🤖 AI Summary
This paper addresses the rank verification problem—determining whether the observed top-ranked unit corresponds to the true maximum mean—under heteroscedastic Gaussian distributions. It introduces the first systematic selective inference framework for this task, circumventing power loss from conventional multiple testing correction. Methodologically, it unifies Top-K set validation and partial order identification via conditional hypothesis testing and exact p-value construction. Compared to standard approaches, it achieves substantially higher statistical power and accuracy while preserving rigorous type-I error control, as empirically validated on NHANES real-world data. Key contributions are: (1) the first theoretical framework and algorithm for rank verification under heteroscedasticity; (2) integration of selective inference principles to relax the homoscedasticity assumption; and (3) an open-source, reproducible, and interpretable software package implementing the method.
📝 Abstract
Statistical experiments often seek to identify random variables with the largest population means.
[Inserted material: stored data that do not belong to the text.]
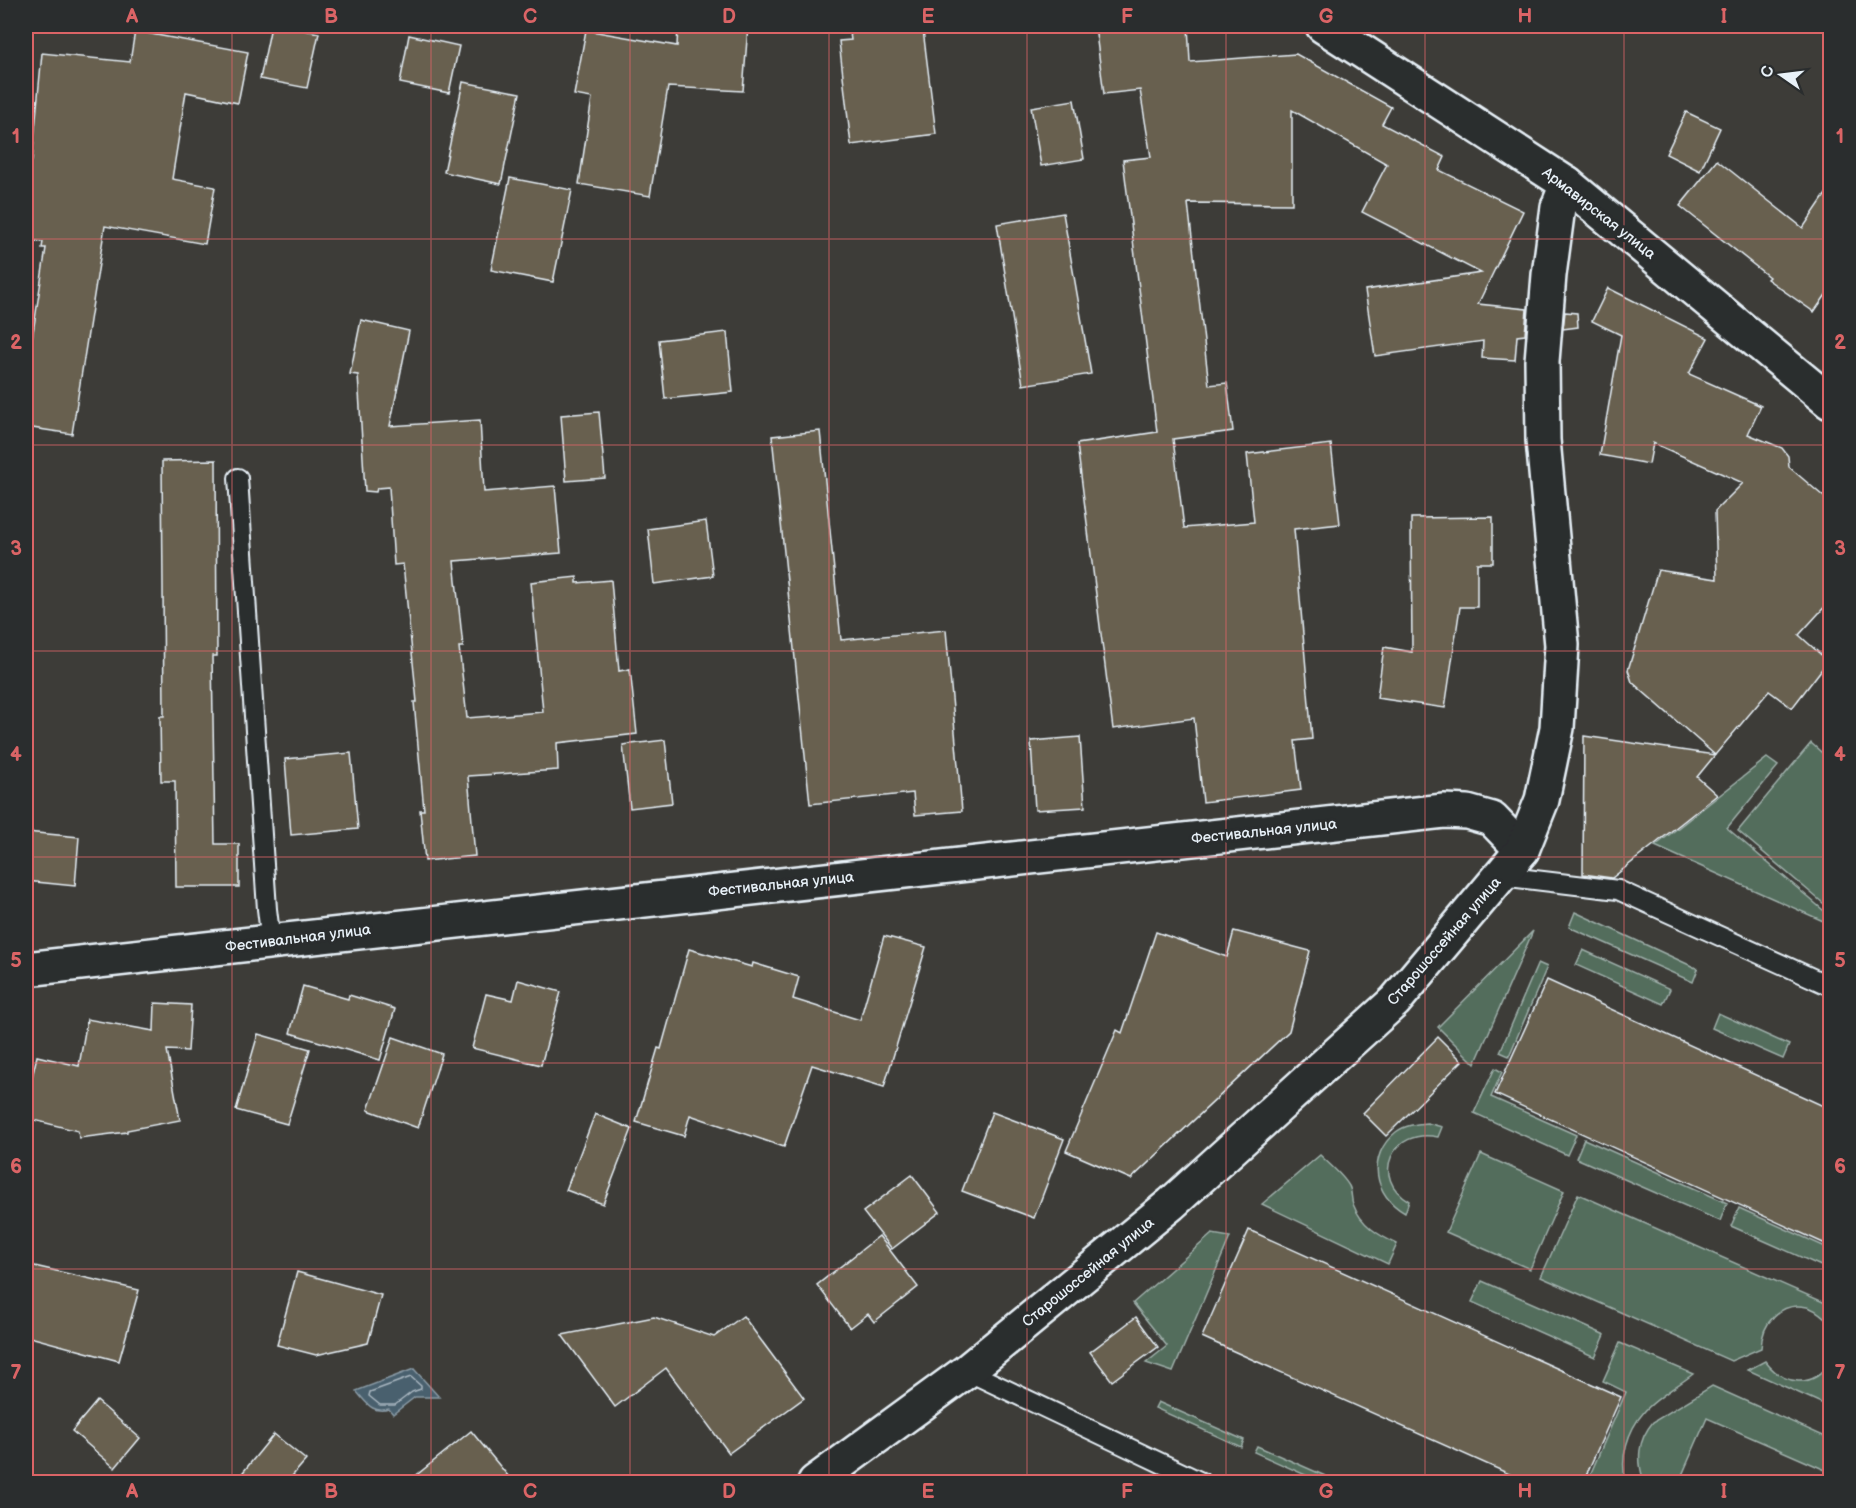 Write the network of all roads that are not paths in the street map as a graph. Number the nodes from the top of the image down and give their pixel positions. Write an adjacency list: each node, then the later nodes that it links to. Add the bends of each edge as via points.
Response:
1 (1323, 26): 2 (street, Армавирская улица)
2 (1567, 184): 3 (street, Армавирская улица); 5 (street, Старошоссейная улица, via 1558,207 1542,361 1543,440 1562,645 1557,728 1542,800)
3 (1830, 402)
4 (238, 478): 7 (lane)
5 (1522, 850): 6 (street, Старошоссейная улица); 7 (street, Фестивальная улица, via 1492,819 1444,811)
6 (1500, 876): 9 (lane, via 1617,890); 10 (street, Старошоссейная улица, via 1395,1001 1171,1204)
7 (271, 942): 8 (street, Фестивальная улица)
8 (26, 969)
9 (1830, 986)
10 (967, 1371): 11 (street, Старошоссейная улица); 12 (lane)
11 (815, 1482)
12 (1201, 1482)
This inferential task, known as rank verification, has been well-studied on Gaussian data with equal variances. This work provides the first treatment of the unequal variances case, utilizing ideas from the selective inference literature. We design a hypothesis test that verifies the rank of the largest observed value without losing power due to multiple testing corrections. This test is subsequently extended for two procedures: Identifying some number of correctly-ordered Gaussian means, and validating the top-K set. The testing procedures are validated on NHANES survey data.